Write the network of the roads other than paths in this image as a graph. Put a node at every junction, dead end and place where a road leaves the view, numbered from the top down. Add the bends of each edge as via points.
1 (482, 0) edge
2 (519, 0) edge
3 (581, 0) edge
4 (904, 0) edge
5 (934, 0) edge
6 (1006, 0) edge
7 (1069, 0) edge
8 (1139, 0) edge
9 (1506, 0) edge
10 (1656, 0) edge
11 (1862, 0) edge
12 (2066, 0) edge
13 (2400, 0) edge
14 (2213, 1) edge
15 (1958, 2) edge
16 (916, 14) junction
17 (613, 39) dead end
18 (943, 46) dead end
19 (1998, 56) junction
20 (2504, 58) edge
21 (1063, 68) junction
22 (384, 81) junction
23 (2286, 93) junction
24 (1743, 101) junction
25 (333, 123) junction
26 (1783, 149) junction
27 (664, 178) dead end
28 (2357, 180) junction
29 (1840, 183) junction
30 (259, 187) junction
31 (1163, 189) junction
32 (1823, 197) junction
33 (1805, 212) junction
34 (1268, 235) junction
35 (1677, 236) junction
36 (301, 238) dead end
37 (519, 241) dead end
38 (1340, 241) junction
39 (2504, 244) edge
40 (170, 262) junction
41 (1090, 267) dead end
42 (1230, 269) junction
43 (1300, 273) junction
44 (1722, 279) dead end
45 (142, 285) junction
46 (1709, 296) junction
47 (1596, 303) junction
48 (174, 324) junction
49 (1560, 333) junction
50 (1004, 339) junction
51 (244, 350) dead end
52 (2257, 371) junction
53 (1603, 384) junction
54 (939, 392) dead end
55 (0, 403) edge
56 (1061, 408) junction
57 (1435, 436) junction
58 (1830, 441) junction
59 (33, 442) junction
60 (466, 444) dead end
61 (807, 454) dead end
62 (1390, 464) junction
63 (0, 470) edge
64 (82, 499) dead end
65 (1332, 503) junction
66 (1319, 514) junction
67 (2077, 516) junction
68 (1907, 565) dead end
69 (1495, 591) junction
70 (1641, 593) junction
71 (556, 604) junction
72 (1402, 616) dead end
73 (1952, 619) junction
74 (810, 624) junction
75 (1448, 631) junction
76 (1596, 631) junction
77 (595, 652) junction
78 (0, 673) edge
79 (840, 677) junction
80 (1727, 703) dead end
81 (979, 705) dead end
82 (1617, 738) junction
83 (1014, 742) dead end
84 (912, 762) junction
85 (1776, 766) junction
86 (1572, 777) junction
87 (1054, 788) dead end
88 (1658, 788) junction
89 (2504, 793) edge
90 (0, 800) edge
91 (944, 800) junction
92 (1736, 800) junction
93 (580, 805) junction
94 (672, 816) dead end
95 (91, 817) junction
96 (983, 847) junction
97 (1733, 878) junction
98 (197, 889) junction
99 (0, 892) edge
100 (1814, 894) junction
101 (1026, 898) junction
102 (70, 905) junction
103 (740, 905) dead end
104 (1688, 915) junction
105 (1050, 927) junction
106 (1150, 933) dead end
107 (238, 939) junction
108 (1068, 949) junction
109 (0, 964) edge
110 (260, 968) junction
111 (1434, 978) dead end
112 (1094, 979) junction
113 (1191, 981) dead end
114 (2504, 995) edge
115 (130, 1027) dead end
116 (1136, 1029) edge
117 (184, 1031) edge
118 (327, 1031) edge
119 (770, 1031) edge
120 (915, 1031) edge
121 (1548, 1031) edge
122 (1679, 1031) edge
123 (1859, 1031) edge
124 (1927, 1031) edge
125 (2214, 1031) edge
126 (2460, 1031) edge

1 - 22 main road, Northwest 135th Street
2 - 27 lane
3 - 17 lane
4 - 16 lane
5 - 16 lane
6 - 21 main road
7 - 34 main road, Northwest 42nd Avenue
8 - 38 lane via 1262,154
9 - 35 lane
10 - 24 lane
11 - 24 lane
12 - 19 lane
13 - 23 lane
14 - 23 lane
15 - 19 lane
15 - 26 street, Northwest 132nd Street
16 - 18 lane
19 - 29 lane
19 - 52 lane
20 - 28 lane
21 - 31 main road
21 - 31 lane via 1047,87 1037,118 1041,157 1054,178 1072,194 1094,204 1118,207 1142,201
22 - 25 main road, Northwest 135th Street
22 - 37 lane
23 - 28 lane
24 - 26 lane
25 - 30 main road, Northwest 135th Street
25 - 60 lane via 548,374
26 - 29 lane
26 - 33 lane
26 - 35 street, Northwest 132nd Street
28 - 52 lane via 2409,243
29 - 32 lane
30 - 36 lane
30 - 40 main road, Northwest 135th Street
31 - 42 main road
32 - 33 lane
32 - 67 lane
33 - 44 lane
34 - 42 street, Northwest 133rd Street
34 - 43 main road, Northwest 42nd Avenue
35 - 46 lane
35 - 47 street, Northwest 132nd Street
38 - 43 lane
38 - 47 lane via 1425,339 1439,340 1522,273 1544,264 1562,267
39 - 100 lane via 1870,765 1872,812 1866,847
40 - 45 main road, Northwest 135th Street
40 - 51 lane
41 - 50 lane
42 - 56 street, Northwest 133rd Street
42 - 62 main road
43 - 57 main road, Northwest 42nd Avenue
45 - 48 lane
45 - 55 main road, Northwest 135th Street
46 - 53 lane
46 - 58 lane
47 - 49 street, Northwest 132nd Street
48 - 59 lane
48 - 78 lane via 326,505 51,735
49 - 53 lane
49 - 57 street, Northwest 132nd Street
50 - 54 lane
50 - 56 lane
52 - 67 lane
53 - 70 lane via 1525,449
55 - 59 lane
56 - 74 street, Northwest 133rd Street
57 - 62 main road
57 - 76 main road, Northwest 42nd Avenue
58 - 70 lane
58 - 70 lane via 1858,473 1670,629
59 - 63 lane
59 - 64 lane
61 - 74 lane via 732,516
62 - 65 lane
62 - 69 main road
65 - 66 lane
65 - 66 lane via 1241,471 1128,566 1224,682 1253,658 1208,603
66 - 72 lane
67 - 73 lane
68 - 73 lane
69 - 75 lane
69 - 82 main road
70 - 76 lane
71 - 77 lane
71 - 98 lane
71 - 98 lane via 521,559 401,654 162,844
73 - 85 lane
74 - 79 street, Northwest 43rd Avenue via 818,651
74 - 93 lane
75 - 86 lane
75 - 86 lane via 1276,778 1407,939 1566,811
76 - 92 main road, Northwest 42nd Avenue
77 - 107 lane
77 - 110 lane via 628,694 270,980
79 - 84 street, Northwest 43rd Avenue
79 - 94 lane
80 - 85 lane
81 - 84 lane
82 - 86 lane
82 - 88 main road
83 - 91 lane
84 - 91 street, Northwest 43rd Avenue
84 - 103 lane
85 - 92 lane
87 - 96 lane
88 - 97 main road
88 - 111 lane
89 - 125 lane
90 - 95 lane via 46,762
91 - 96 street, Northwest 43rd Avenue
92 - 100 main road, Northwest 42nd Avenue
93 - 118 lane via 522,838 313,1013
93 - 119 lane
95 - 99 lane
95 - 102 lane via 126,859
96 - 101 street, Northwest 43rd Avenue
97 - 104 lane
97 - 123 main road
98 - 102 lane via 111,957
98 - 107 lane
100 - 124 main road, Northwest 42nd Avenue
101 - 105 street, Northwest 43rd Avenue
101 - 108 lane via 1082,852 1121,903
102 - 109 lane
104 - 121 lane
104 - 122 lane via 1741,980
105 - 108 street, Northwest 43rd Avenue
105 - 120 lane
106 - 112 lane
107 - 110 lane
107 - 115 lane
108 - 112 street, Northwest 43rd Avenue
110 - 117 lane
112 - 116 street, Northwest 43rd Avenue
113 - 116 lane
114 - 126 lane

##############################

Copy the data above in full, character for character.

Write the network of the roads other than paths in this image as a graph. Put a node at every junction, dead end and place where a road leaves the view, numbered from the top down. Add the bends of each edge as via points.
1 (482, 0) edge
2 (519, 0) edge
3 (581, 0) edge
4 (904, 0) edge
5 (934, 0) edge
6 (1006, 0) edge
7 (1069, 0) edge
8 (1139, 0) edge
9 (1506, 0) edge
10 (1656, 0) edge
11 (1862, 0) edge
12 (2066, 0) edge
13 (2400, 0) edge
14 (2213, 1) edge
15 (1958, 2) edge
16 (916, 14) junction
17 (613, 39) dead end
18 (943, 46) dead end
19 (1998, 56) junction
20 (2504, 58) edge
21 (1063, 68) junction
22 (384, 81) junction
23 (2286, 93) junction
24 (1743, 101) junction
25 (333, 123) junction
26 (1783, 149) junction
27 (664, 178) dead end
28 (2357, 180) junction
29 (1840, 183) junction
30 (259, 187) junction
31 (1163, 189) junction
32 (1823, 197) junction
33 (1805, 212) junction
34 (1268, 235) junction
35 (1677, 236) junction
36 (301, 238) dead end
37 (519, 241) dead end
38 (1340, 241) junction
39 (2504, 244) edge
40 (170, 262) junction
41 (1090, 267) dead end
42 (1230, 269) junction
43 (1300, 273) junction
44 (1722, 279) dead end
45 (142, 285) junction
46 (1709, 296) junction
47 (1596, 303) junction
48 (174, 324) junction
49 (1560, 333) junction
50 (1004, 339) junction
51 (244, 350) dead end
52 (2257, 371) junction
53 (1603, 384) junction
54 (939, 392) dead end
55 (0, 403) edge
56 (1061, 408) junction
57 (1435, 436) junction
58 (1830, 441) junction
59 (33, 442) junction
60 (466, 444) dead end
61 (807, 454) dead end
62 (1390, 464) junction
63 (0, 470) edge
64 (82, 499) dead end
65 (1332, 503) junction
66 (1319, 514) junction
67 (2077, 516) junction
68 (1907, 565) dead end
69 (1495, 591) junction
70 (1641, 593) junction
71 (556, 604) junction
72 (1402, 616) dead end
73 (1952, 619) junction
74 (810, 624) junction
75 (1448, 631) junction
76 (1596, 631) junction
77 (595, 652) junction
78 (0, 673) edge
79 (840, 677) junction
80 (1727, 703) dead end
81 (979, 705) dead end
82 (1617, 738) junction
83 (1014, 742) dead end
84 (912, 762) junction
85 (1776, 766) junction
86 (1572, 777) junction
87 (1054, 788) dead end
88 (1658, 788) junction
89 (2504, 793) edge
90 (0, 800) edge
91 (944, 800) junction
92 (1736, 800) junction
93 (580, 805) junction
94 (672, 816) dead end
95 (91, 817) junction
96 (983, 847) junction
97 (1733, 878) junction
98 (197, 889) junction
99 (0, 892) edge
100 (1814, 894) junction
101 (1026, 898) junction
102 (70, 905) junction
103 (740, 905) dead end
104 (1688, 915) junction
105 (1050, 927) junction
106 (1150, 933) dead end
107 (238, 939) junction
108 (1068, 949) junction
109 (0, 964) edge
110 (260, 968) junction
111 (1434, 978) dead end
112 (1094, 979) junction
113 (1191, 981) dead end
114 (2504, 995) edge
115 (130, 1027) dead end
116 (1136, 1029) edge
117 (184, 1031) edge
118 (327, 1031) edge
119 (770, 1031) edge
120 (915, 1031) edge
121 (1548, 1031) edge
122 (1679, 1031) edge
123 (1859, 1031) edge
124 (1927, 1031) edge
125 (2214, 1031) edge
126 (2460, 1031) edge

1 - 22 main road, Northwest 135th Street
2 - 27 lane
3 - 17 lane
4 - 16 lane
5 - 16 lane
6 - 21 main road
7 - 34 main road, Northwest 42nd Avenue
8 - 38 lane via 1262,154
9 - 35 lane
10 - 24 lane
11 - 24 lane
12 - 19 lane
13 - 23 lane
14 - 23 lane
15 - 19 lane
15 - 26 street, Northwest 132nd Street
16 - 18 lane
19 - 29 lane
19 - 52 lane
20 - 28 lane
21 - 31 main road
21 - 31 lane via 1047,87 1037,118 1041,157 1054,178 1072,194 1094,204 1118,207 1142,201
22 - 25 main road, Northwest 135th Street
22 - 37 lane
23 - 28 lane
24 - 26 lane
25 - 30 main road, Northwest 135th Street
25 - 60 lane via 548,374
26 - 29 lane
26 - 33 lane
26 - 35 street, Northwest 132nd Street
28 - 52 lane via 2409,243
29 - 32 lane
30 - 36 lane
30 - 40 main road, Northwest 135th Street
31 - 42 main road
32 - 33 lane
32 - 67 lane
33 - 44 lane
34 - 42 street, Northwest 133rd Street
34 - 43 main road, Northwest 42nd Avenue
35 - 46 lane
35 - 47 street, Northwest 132nd Street
38 - 43 lane
38 - 47 lane via 1425,339 1439,340 1522,273 1544,264 1562,267
39 - 100 lane via 1870,765 1872,812 1866,847
40 - 45 main road, Northwest 135th Street
40 - 51 lane
41 - 50 lane
42 - 56 street, Northwest 133rd Street
42 - 62 main road
43 - 57 main road, Northwest 42nd Avenue
45 - 48 lane
45 - 55 main road, Northwest 135th Street
46 - 53 lane
46 - 58 lane
47 - 49 street, Northwest 132nd Street
48 - 59 lane
48 - 78 lane via 326,505 51,735
49 - 53 lane
49 - 57 street, Northwest 132nd Street
50 - 54 lane
50 - 56 lane
52 - 67 lane
53 - 70 lane via 1525,449
55 - 59 lane
56 - 74 street, Northwest 133rd Street
57 - 62 main road
57 - 76 main road, Northwest 42nd Avenue
58 - 70 lane
58 - 70 lane via 1858,473 1670,629
59 - 63 lane
59 - 64 lane
61 - 74 lane via 732,516
62 - 65 lane
62 - 69 main road
65 - 66 lane
65 - 66 lane via 1241,471 1128,566 1224,682 1253,658 1208,603
66 - 72 lane
67 - 73 lane
68 - 73 lane
69 - 75 lane
69 - 82 main road
70 - 76 lane
71 - 77 lane
71 - 98 lane
71 - 98 lane via 521,559 401,654 162,844
73 - 85 lane
74 - 79 street, Northwest 43rd Avenue via 818,651
74 - 93 lane
75 - 86 lane
75 - 86 lane via 1276,778 1407,939 1566,811
76 - 92 main road, Northwest 42nd Avenue
77 - 107 lane
77 - 110 lane via 628,694 270,980
79 - 84 street, Northwest 43rd Avenue
79 - 94 lane
80 - 85 lane
81 - 84 lane
82 - 86 lane
82 - 88 main road
83 - 91 lane
84 - 91 street, Northwest 43rd Avenue
84 - 103 lane
85 - 92 lane
87 - 96 lane
88 - 97 main road
88 - 111 lane
89 - 125 lane
90 - 95 lane via 46,762
91 - 96 street, Northwest 43rd Avenue
92 - 100 main road, Northwest 42nd Avenue
93 - 118 lane via 522,838 313,1013
93 - 119 lane
95 - 99 lane
95 - 102 lane via 126,859
96 - 101 street, Northwest 43rd Avenue
97 - 104 lane
97 - 123 main road
98 - 102 lane via 111,957
98 - 107 lane
100 - 124 main road, Northwest 42nd Avenue
101 - 105 street, Northwest 43rd Avenue
101 - 108 lane via 1082,852 1121,903
102 - 109 lane
104 - 121 lane
104 - 122 lane via 1741,980
105 - 108 street, Northwest 43rd Avenue
105 - 120 lane
106 - 112 lane
107 - 110 lane
107 - 115 lane
108 - 112 street, Northwest 43rd Avenue
110 - 117 lane
112 - 116 street, Northwest 43rd Avenue
113 - 116 lane
114 - 126 lane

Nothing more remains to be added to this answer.